I'm going to agree with Tjej. I think this has a lot less to do about the baby and a lot to do with YOU. I sounds to me like he really wants to be with you, and maybe he's a touch resentful that now there's this little person who is always in the way. Not that he doesn't love her, or doesn't care, but she changed his world, in ways he likely wasn't expecting. It sounds like you are beautifully attached to your child, but is it hindering your relationship? He can't have time with you when she's not there. Or if you don't have her, it means that he has her for the purpose of you being away. I think that's a rough point for him to be. I know leaving little ones is hard, but have you thought of perhaps having a date night with just the two of you away for a couple hours? Have you ever done things just the two of you since her birth?
Him always calling you over to talk to you is what makes me think that. I definitely think the two of you need an adult time together. At the very least the three of you should do something fun together... but I'm leaning more towards he's feeling like he's lost you a bit to the baby.
I'm totally in love with my babies, but I dislike diaper changes, and try to get through them as quickly as possible, same with baths and feedings sometimes. and often, if they're content, I will ignore them to do something I want to do, and sometimes I feel resentful when they interrupt me when I'm doing something.
I honestly feel bad for your husband, because I know if my DF decided that meant I didn't love the kids and tried to force me to take care if them so I could bond with them, I would hate it, and start to feel resentful. I do change diapers etc., but I do it because it needs done, not because I find joy in doing it.
your husband should be taking part in baby care, not to force him to bond, but because doing so helps you out. and you should be working in some play time for all three of you, be it a round of tickling, going for a walk together, or going to the park, no electronics allowed during family playtime. family playtime helps everyone feel connected, and will give him ideas of how to play with her by himself.
part-time and through infancy. planning a
Im gonna need you to watch her while I take a two-hour CPR class on Tuesday.
Im working four hours on Saturday. You'll need to watch the baby.
Please get the baby dressed. Im busy.
You need to stop asking and start depending on him to do these things. Some dads have a hard time bonding with a baby who cant talk to them.
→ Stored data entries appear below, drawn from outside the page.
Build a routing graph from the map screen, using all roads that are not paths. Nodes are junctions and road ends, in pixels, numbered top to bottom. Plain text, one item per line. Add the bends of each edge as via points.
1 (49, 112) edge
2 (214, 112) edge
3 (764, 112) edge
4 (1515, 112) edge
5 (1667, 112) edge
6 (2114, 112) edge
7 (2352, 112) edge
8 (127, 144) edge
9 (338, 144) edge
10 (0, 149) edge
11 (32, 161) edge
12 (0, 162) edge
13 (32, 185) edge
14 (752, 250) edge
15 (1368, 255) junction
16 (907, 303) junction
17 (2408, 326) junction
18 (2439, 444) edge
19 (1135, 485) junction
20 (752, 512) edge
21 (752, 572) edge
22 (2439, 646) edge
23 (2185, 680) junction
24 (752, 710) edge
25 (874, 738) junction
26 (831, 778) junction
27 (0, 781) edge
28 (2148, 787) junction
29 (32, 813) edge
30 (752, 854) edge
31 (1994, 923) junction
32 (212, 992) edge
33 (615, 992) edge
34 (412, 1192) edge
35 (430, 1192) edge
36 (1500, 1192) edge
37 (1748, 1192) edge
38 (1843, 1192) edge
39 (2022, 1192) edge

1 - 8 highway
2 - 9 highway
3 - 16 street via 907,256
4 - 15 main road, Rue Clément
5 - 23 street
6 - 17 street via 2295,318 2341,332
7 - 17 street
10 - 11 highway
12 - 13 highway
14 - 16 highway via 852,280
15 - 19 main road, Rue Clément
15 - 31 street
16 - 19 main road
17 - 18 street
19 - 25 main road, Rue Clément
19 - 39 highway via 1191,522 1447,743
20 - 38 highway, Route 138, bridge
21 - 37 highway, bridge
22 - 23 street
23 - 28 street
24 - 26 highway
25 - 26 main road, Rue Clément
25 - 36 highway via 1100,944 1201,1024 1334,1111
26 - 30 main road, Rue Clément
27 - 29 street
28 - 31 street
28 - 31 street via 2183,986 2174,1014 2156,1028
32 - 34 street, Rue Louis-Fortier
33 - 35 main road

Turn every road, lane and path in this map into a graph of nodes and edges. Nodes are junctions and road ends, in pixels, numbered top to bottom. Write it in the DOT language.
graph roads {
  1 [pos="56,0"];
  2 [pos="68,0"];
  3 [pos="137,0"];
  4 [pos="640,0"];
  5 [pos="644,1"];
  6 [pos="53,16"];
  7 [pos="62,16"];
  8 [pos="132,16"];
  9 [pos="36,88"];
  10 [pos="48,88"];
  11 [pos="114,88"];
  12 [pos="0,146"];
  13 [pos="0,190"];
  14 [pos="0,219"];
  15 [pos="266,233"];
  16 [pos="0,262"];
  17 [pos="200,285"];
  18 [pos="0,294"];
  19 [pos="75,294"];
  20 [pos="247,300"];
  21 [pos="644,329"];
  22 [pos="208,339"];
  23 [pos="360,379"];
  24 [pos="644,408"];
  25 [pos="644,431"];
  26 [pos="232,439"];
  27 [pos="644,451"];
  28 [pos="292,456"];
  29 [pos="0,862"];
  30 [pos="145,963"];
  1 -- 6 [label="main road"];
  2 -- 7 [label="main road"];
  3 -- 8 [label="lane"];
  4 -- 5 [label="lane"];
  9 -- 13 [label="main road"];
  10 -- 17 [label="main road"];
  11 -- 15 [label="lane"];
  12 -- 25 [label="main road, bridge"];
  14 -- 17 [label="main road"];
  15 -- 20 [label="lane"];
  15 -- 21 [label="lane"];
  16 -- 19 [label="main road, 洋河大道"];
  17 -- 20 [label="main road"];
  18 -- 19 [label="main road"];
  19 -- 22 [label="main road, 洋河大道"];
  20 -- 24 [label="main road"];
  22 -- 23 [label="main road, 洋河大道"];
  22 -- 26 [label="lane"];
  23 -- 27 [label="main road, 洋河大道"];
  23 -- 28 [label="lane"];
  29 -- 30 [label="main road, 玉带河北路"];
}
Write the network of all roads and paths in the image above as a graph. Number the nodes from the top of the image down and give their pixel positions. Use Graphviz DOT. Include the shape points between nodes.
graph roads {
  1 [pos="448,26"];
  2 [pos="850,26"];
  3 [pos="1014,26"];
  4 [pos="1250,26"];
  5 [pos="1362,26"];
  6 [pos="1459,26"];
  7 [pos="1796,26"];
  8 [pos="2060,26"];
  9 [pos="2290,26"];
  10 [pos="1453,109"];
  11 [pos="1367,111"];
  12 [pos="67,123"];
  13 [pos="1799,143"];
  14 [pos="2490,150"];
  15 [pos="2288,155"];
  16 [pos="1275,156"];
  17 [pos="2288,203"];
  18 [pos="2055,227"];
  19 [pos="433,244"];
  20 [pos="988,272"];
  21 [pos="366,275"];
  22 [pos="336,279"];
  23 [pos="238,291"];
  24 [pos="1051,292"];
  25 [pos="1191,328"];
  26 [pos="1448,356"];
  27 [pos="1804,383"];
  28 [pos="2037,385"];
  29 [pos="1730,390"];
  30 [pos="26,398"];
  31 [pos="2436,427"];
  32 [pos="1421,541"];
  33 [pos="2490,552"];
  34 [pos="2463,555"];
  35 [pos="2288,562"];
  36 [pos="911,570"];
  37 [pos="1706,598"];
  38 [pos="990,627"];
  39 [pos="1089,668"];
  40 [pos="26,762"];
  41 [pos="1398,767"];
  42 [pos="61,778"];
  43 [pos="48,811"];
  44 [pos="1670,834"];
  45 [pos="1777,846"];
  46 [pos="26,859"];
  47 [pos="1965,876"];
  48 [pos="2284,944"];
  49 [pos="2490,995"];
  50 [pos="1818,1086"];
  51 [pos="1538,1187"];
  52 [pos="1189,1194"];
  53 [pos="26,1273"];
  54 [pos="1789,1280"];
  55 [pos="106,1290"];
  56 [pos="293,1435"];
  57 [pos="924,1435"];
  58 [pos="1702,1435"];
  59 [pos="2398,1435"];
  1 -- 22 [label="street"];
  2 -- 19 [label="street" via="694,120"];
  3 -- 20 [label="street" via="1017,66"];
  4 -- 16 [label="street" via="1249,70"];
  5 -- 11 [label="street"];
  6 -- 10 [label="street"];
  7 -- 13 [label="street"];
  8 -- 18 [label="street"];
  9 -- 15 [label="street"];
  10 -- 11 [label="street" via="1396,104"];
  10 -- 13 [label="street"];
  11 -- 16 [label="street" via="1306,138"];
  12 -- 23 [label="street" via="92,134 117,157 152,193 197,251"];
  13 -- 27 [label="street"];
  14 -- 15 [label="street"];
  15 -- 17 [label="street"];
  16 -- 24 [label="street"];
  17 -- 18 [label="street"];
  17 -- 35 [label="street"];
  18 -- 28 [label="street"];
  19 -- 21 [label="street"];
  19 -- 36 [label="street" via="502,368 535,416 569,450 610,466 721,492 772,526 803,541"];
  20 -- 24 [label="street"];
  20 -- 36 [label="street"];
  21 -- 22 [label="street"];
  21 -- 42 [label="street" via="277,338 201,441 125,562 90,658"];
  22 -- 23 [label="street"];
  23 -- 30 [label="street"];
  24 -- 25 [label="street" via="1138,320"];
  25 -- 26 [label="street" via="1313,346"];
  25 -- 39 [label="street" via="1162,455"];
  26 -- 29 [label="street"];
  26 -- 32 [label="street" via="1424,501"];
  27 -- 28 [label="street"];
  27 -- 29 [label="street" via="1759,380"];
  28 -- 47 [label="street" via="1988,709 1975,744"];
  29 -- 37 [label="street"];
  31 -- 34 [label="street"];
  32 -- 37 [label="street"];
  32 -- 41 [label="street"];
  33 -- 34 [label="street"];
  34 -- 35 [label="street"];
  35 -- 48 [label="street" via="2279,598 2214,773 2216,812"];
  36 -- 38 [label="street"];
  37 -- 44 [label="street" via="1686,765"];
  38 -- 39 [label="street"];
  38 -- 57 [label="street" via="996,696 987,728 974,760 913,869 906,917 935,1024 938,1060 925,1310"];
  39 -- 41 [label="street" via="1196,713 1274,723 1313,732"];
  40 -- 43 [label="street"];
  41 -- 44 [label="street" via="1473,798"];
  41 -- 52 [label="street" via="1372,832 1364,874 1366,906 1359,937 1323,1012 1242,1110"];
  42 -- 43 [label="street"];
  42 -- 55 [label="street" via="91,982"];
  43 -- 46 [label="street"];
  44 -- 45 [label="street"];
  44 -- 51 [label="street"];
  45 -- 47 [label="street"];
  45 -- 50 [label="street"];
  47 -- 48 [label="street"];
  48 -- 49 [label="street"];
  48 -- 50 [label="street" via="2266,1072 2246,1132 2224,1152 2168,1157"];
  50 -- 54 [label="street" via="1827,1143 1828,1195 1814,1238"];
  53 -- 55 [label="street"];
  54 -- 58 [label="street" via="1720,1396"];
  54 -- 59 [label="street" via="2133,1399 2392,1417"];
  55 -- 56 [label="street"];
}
But it seems pretty likely that he is viewing her as something you do, not something he does.
Holly and David
Adaline (3/20/10), and Charlie (1/26/12- 4/10/12) and our identical twins Callie and Wendy (01/04/13)
It seems like that does happen quite frequently but I doesn't have to. And, TBH, I wonder if some fathers use it as an excuse. We have co-slept and exclusively BFed from day one. J has never had a bottle and I expressed for the first time two weeks ago - mainly to make sure my new pump worked. DH has found plenty of ways to be involved and they have a great bond. Now, to be fair, we have not experienced the strong mummy-preference that many babies have so that has certainly made it easier for him to care for her.
These are the sorts of things he does - changes her nappies (99% of them in the early days, still the majority when he is home from work), wears her (virtually all the time when we are out together), baths her (every night when he isn't working a late shift. Sometimes I sit with them so we can chat but usually I play on MDC.), takes her for walks (every morning he isn't doing a morning shift), takes her shopping, to the post office, hardware shop etc, gets up early with her because he is a morning person and I am not.
At the moment they are out together, they're going to go to the markets and then go for a walk on The Esplanade.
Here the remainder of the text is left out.